One of the EU’s responses to the global climate emergency was the introduction of Ecodesign regulations for energy using products…and the specific legislation covering much of the HVAC industry came into force on what seems like eons ago now, the 1st January 2018.
We know…Ecodesign has been done to death, it’s been covered heavily not just on the Airedale website. End users, consultants and contractors may be forgiven for thinking that all is rosy; after all, it is incumbent on manufacturers, not them, for ensuring the regulations are adhered to. However, with the passing of the new year and all that went with it, you would be forgiven for forgetting that Ecodesign Tier 2 is here…meaning it is time for the whole industry to once again pay attention.
A Quick Recap
The Ecodesign legislation was introduced by the EU in order to reduce the impact that energy-using products such as air conditioning has on the planet. The directive sets out minimum mandatory requirements for the energy efficiency of these products and helps prevent creation of barriers to trade, improve product quality and deliver environmental protection. As well as air conditioning equipment, it also affects consumer goods like dishwashers, vacuum cleaners, computers and TVs.
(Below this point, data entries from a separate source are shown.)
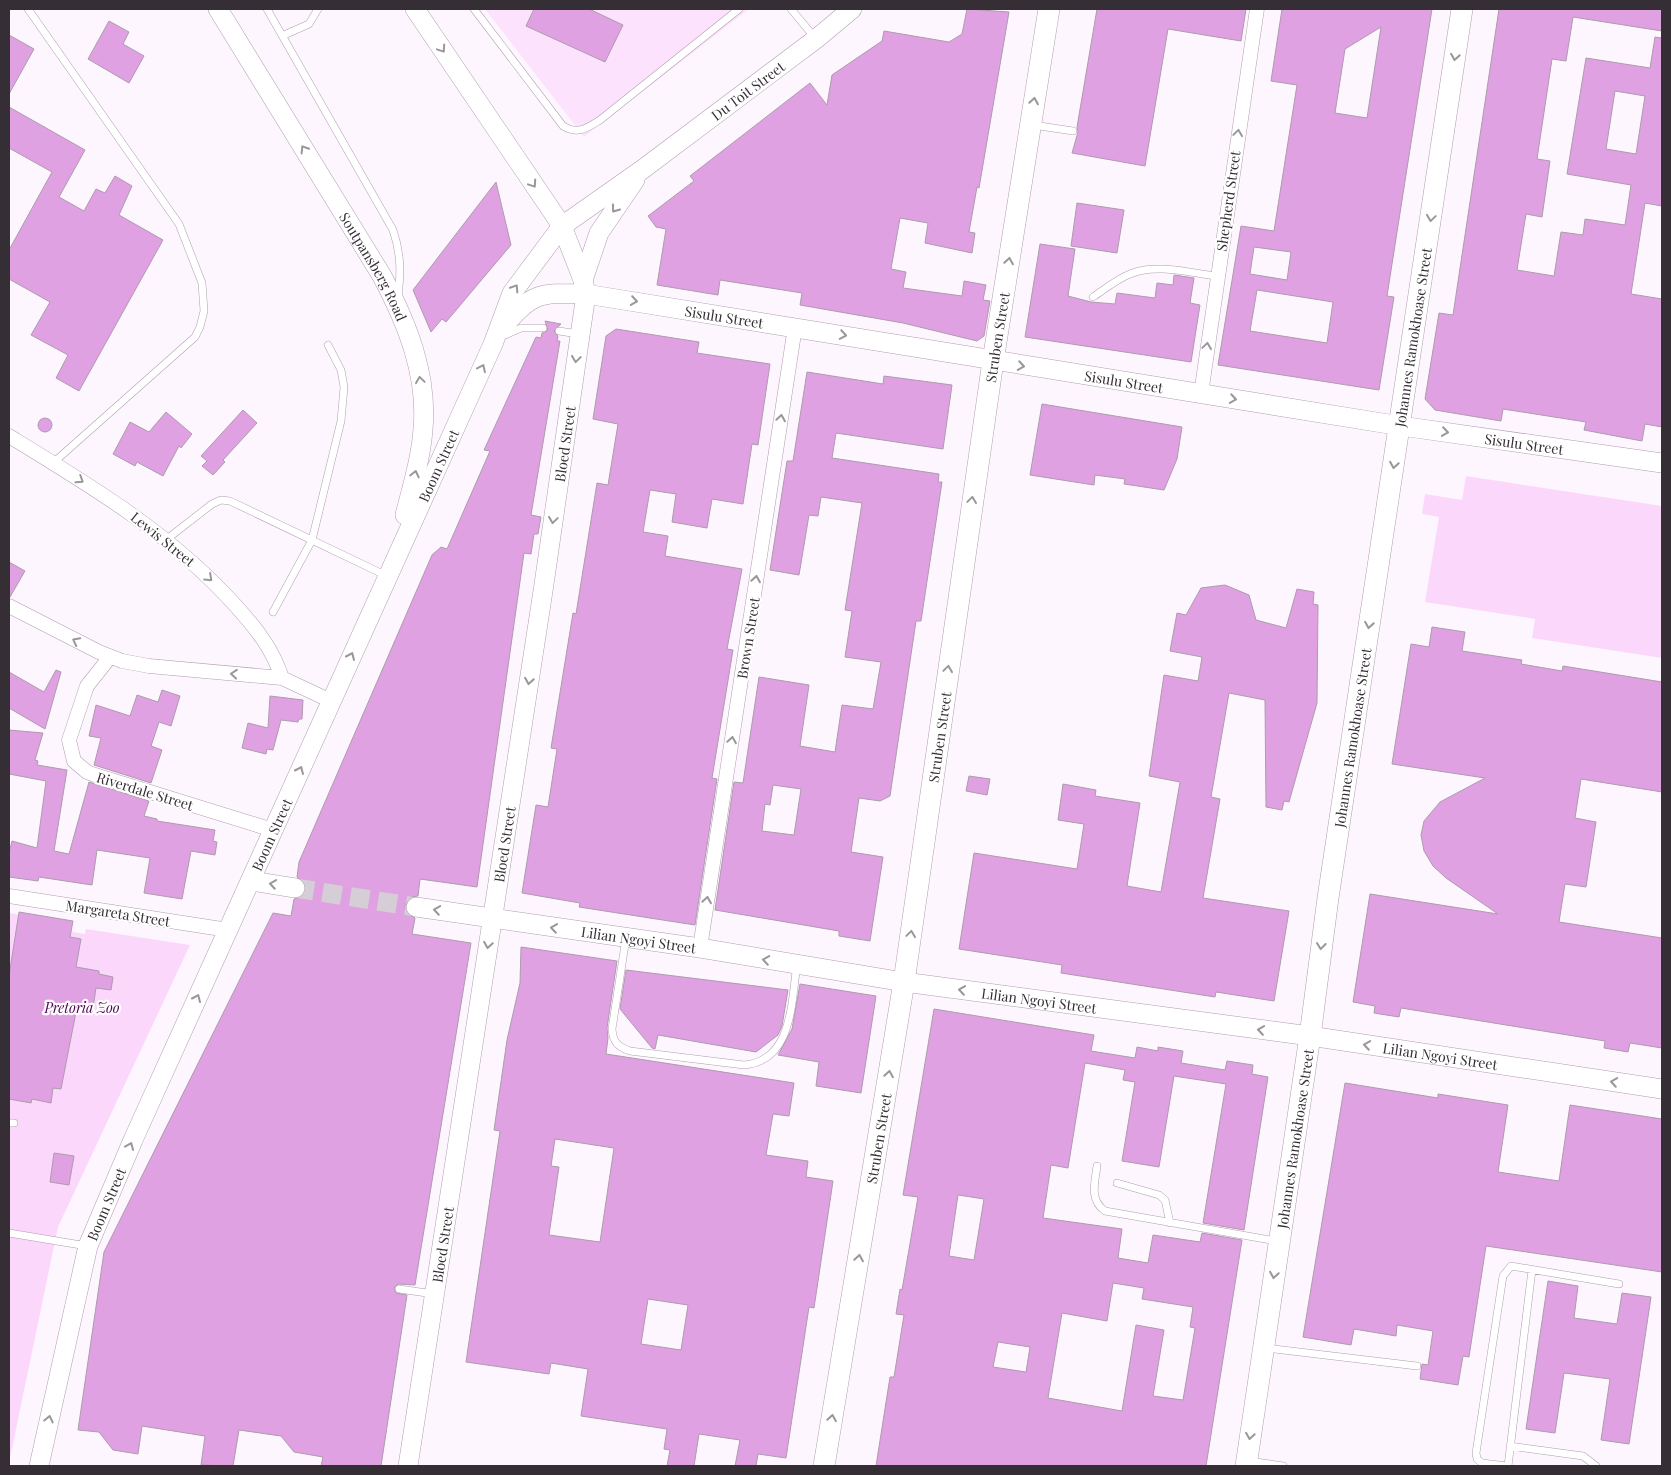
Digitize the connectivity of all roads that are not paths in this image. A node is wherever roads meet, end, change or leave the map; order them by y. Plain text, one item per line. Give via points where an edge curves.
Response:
1 (28, 9) edge
2 (218, 9) edge
3 (318, 9) edge
4 (415, 9) edge
5 (474, 9) edge
6 (739, 9) edge
7 (791, 9) edge
8 (852, 9) edge
9 (1049, 9) edge
10 (1257, 9) edge
11 (1462, 9) edge
12 (269, 10) edge
13 (284, 36) junction
14 (816, 39) junction
15 (1031, 124) junction
16 (1073, 131) dead end
17 (643, 169) junction
18 (562, 226) junction
19 (1216, 276) junction
20 (584, 287) junction
21 (1093, 297) dead end
22 (397, 304) junction
23 (795, 327) junction
24 (543, 328) dead end
25 (559, 331) dead end
26 (580, 334) junction
27 (495, 339) junction
28 (328, 345) dead end
29 (993, 361) junction
30 (1201, 394) junction
31 (1401, 426) junction
32 (9, 436) edge
33 (53, 463) junction
34 (1662, 463) edge
35 (167, 539) junction
36 (312, 540) junction
37 (396, 556) junction
38 (387, 576) junction
39 (9, 606) edge
40 (273, 612) dead end
41 (110, 657) junction
42 (282, 678) junction
43 (331, 701) junction
44 (273, 830) junction
45 (250, 881) junction
46 (295, 888) tunnel mouth
47 (9, 896) edge
48 (416, 907) tunnel mouth
49 (493, 918) junction
50 (228, 930) junction
51 (626, 938) junction
52 (700, 948) junction
53 (797, 965) junction
54 (904, 982) junction
55 (1310, 1036) junction
56 (1662, 1089) edge
57 (1097, 1166) dead end
58 (1117, 1183) dead end
59 (1170, 1224) junction
60 (9, 1233) edge
61 (1279, 1241) junction
62 (88, 1246) junction
63 (1532, 1270) junction
64 (1619, 1284) dead end
65 (400, 1289) dead end
66 (435, 1294) junction
67 (1263, 1348) junction
68 (1417, 1366) dead end
69 (1510, 1446) junction
70 (1246, 1464) edge
71 (39, 1466) edge
72 (408, 1466) edge
73 (824, 1466) edge
74 (1284, 1466) edge
75 (1507, 1466) edge
76 (1596, 1466) edge

1 - 33 lane via 179,224 202,283 204,311 195,337
22 -> 2 main road, Soutpansberg Road
3 - 13 lane via 309,24
4 -> 18 main road
5 - 6 lane via 563,126 577,131 600,120
7 - 14 lane
8 - 14 main road, Du Toit Street
15 -> 9 main road, Struben Street
19 -> 10 street, Shepherd Street
11 -> 31 main road, Johannes Ramokhoase Street
12 - 13 lane
13 - 22 lane via 393,230 400,252
14 - 17 main road, Du Toit Street
15 - 16 lane
29 -> 15 main road, Struben Street
17 - 18 main road, Du Toit Street
17 -> 20 main road, Du Toit Street via 599,233
18 - 20 main road, Bloed Street
27 -> 18 main road, Boom Street via 512,293
19 - 21 lane via 1166,270 1140,271
30 -> 19 street, Shepherd Street
20 -> 23 main road, Sisulu Street
20 - 26 main road, Bloed Street
20 - 27 main road, Sisulu Street via 535,297 522,306
37 -> 22 main road, Soutpansberg Road via 423,428 423,396 417,355
23 -> 29 main road, Sisulu Street
52 -> 23 street, Brown Street
24 - 27 lane via 522,328
25 - 26 lane
26 -> 49 main road, Bloed Street
37 -> 27 main road, Boom Street
28 - 36 lane via 341,370 343,401 340,428
29 -> 30 main road, Sisulu Street
54 -> 29 main road, Struben Street
30 -> 31 main road, Sisulu Street
31 -> 34 main road, Sisulu Street
31 -> 55 main road, Johannes Ramokhoase Street via 1328,898
32 - 33 street, Lewis Street
33 -> 35 street, Lewis Street
35 - 36 lane via 221,500 238,504
35 -> 42 street, Lewis Street via 220,588 253,625 276,658
36 - 38 lane
36 - 40 lane
37 - 38 main road, Boom Street
43 -> 38 main road, Boom Street
41 -> 39 street
42 -> 41 street via 149,666
41 - 44 street, Riverdale Street via 87,686 69,740 71,754 80,767 95,775
42 - 43 street
44 -> 43 main road, Boom Street
44 - 45 main road, Boom Street
46 -> 45 main road
45 - 50 main road, Boom Street
47 - 50 street, Margareta Street
49 -> 48 main road, Lilian Ngoyi Street
51 -> 49 main road, Lilian Ngoyi Street
49 -> 66 main road, Bloed Street
62 -> 50 main road, Boom Street via 132,1140
51 - 52 main road, Lilian Ngoyi Street
51 - 53 lane via 612,1029 617,1045 630,1051 744,1065 759,1061 778,1048 785,1034
53 -> 52 main road, Lilian Ngoyi Street
53 - 54 main road, Lilian Ngoyi Street
55 -> 54 main road, Lilian Ngoyi Street
73 -> 54 main road, Struben Street
56 -> 55 main road, Lilian Ngoyi Street
55 - 61 main road, Johannes Ramokhoase Street
57 - 59 lane via 1094,1195 1099,1207
58 - 59 lane via 1159,1195 1165,1200
59 - 61 lane
60 - 62 lane
61 -> 67 main road, Johannes Ramokhoase Street
71 -> 62 main road, Boom Street
63 - 64 lane
63 - 69 lane
63 - 75 lane via 1511,1266 1503,1276 1476,1453 1482,1463
65 - 66 lane
66 - 72 main road, Bloed Street
67 - 68 lane
67 -> 70 main road, Johannes Ramokhoase Street
69 - 75 lane
69 - 76 lane via 1583,1456
70 - 74 lane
With the introduction of the Ecodesign Directive, the different product categories were separated into groups called Lots. Lots that affect industrial refrigeration end-users are collected in two product groups:
- ENTR Lot 1 includes Medium and Low Temperature process chillers (supply water temperatures <-8°C and <-25°C respectively) and condensing units.
- ENTR Lot 21 includes air heating products with a rated capacity not exceeding 1MW, fan coil units and cooling products and high temperature process chillers with a rated cooling capacity not exceeding 2MW
Know your metrics
This article will focus on Lot 21 as ACR News readers will more likely be involved in the products covered by it. Ecodesign allows decision makers to easily compare chiller efficiency performance by looking at two well-defined and straightforward sets of figures for comfort and process cooling. It is important, wherever you sit in the supply chain, to have an understanding of these metrics and how they relate to performance.
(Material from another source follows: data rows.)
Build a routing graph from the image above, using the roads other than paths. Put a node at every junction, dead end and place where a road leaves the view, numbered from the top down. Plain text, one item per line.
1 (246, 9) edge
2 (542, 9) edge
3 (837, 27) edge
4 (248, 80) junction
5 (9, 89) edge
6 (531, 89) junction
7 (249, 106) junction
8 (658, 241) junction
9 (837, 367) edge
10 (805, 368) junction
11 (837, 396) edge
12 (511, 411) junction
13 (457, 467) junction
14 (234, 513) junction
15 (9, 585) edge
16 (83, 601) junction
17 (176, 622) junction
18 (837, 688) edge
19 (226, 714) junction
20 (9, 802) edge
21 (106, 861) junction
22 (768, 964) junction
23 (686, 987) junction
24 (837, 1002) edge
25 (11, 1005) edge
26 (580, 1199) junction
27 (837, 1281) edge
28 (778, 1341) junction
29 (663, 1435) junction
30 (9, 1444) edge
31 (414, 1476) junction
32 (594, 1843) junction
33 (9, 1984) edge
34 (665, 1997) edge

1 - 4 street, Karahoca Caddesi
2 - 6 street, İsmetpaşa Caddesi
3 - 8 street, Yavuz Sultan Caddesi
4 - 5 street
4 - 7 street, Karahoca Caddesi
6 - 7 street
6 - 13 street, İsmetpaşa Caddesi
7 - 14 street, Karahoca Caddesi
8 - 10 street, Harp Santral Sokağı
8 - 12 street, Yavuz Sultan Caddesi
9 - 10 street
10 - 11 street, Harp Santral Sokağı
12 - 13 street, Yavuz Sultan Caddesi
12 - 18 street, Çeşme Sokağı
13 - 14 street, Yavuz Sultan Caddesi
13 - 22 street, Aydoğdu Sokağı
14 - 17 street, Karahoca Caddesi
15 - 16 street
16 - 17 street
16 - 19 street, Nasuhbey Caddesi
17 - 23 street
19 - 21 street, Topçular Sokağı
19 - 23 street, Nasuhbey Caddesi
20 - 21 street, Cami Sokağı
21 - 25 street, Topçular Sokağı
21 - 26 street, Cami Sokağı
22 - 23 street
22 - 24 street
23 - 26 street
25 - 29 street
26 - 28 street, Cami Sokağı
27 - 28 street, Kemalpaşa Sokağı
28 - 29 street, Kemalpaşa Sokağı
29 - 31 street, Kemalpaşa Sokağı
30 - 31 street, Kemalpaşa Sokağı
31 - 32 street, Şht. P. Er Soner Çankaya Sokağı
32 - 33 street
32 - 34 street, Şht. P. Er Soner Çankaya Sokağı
The Ecodesign metric for comfort cooling chillers is Seasonal Space Cooling Energy Efficiency (SSCEE). It applies to comfort chillers with a supply water temperature exceeding +2°C and is defined as a percentage. It takes into account the SEER (Seasonal Energy Efficiency Ratio) and annual electricity consumption. It is a similar metric to ESEER in terms of ambient temperature but has defined accurate weightings based on ambient run hours and standby power consumption.
The Ecodesign metric for industrial High Temperature (HT) Process chillers is Seasonal Energy Performance Ratio (SEPR). It applies to HT process chillers with supply water temperatures between +2°C and +12 °C and defined as a figure (similar to that shown as a SEER or ESEER value), It is calculated as the ratio between the annual refrigeration demand and the annual electricity consumption.
Why should I be aware of the Tier 2 regulations?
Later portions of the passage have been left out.